Look through the data that follows and copy each line with the string "dead".
##############################
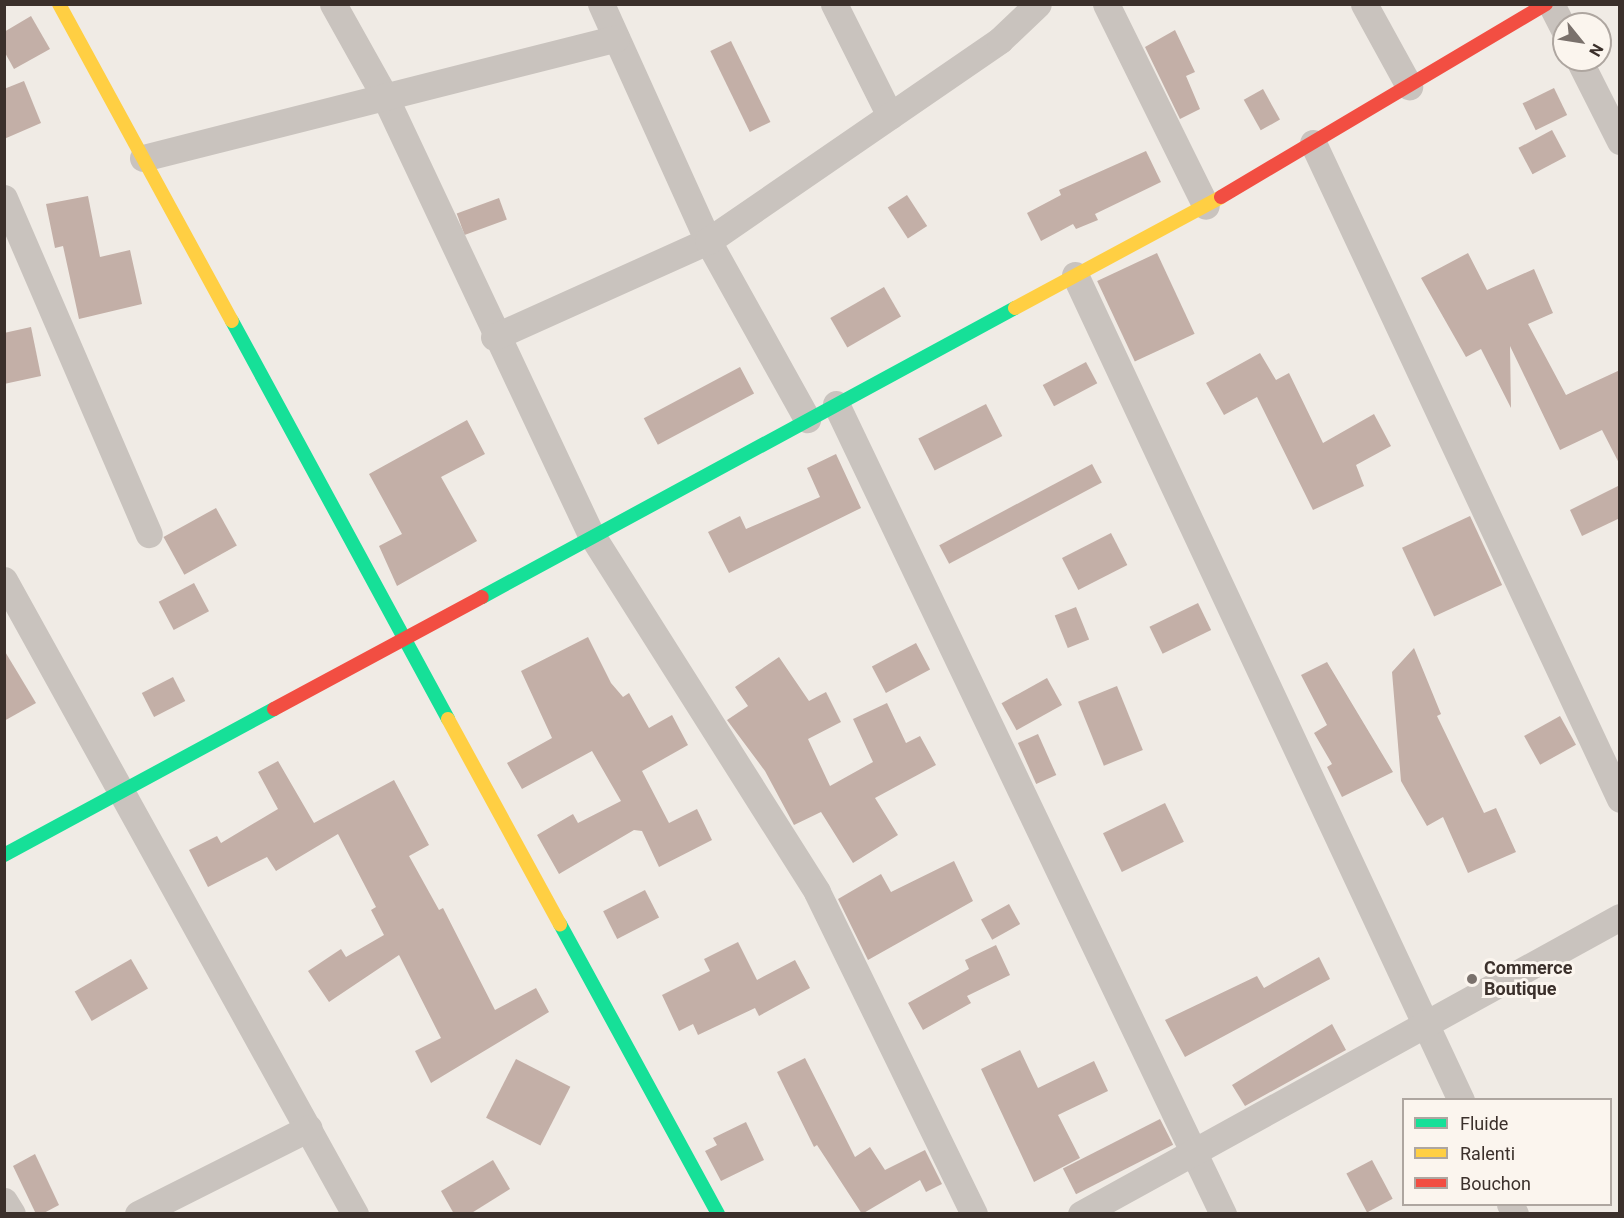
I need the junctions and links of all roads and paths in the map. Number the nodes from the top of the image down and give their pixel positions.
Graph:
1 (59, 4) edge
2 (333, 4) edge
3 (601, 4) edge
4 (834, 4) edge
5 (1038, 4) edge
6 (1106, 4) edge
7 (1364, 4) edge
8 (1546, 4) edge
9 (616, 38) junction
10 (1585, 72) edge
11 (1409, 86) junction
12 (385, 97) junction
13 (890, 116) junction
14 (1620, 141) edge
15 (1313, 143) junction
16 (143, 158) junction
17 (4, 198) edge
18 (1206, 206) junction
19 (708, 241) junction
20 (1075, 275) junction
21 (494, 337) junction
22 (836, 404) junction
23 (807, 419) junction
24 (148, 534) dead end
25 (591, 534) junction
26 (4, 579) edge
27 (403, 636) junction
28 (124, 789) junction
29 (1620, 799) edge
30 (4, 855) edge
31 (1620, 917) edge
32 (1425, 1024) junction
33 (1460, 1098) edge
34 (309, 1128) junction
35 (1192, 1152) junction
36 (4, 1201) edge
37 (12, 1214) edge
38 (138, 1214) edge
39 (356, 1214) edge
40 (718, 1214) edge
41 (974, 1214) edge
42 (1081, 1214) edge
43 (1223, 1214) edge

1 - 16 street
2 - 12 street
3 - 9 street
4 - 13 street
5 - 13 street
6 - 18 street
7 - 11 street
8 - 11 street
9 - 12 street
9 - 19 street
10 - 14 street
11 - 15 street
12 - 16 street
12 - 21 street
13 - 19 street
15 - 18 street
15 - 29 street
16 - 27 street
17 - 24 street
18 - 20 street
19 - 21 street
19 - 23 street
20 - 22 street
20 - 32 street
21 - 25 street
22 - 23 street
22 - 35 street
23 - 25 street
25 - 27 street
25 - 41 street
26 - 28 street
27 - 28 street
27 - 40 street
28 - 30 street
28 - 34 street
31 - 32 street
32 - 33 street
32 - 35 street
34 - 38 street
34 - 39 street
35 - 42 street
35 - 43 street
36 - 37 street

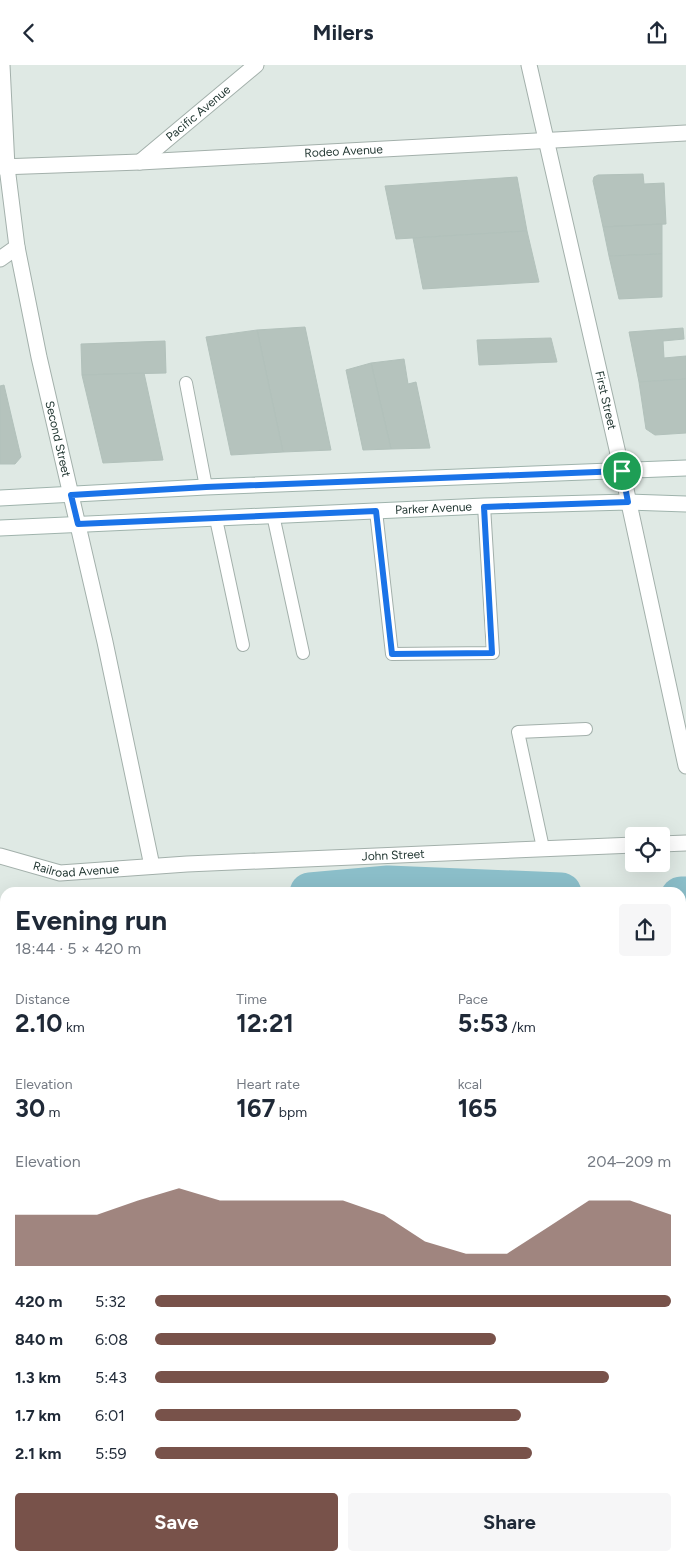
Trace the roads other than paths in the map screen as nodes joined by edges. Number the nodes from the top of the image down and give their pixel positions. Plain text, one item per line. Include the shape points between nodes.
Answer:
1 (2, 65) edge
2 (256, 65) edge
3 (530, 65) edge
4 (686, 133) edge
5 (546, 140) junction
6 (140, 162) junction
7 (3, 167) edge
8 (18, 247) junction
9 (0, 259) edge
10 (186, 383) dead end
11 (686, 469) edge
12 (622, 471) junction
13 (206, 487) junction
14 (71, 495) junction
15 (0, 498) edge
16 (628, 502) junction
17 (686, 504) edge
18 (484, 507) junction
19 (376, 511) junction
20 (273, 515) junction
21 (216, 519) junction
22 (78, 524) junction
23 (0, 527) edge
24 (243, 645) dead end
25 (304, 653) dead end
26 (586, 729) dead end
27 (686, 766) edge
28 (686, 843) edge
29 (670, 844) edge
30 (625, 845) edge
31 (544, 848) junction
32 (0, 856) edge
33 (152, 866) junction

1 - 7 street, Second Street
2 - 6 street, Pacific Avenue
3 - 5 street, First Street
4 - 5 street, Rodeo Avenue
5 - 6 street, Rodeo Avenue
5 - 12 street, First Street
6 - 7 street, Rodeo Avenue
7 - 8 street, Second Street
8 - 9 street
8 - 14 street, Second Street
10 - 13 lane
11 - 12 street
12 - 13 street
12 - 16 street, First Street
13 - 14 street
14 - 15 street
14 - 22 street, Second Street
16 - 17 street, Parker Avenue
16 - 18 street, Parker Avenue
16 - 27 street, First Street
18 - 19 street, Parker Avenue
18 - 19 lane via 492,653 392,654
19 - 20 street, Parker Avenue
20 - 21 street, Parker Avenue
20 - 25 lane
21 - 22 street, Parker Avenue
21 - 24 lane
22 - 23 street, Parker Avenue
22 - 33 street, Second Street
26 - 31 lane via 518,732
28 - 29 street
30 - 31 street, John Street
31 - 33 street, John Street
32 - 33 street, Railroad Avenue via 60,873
##############################
RESULT OF THE TASK =
24 (148, 534) dead end
10 (186, 383) dead end
24 (243, 645) dead end
25 (304, 653) dead end
26 (586, 729) dead end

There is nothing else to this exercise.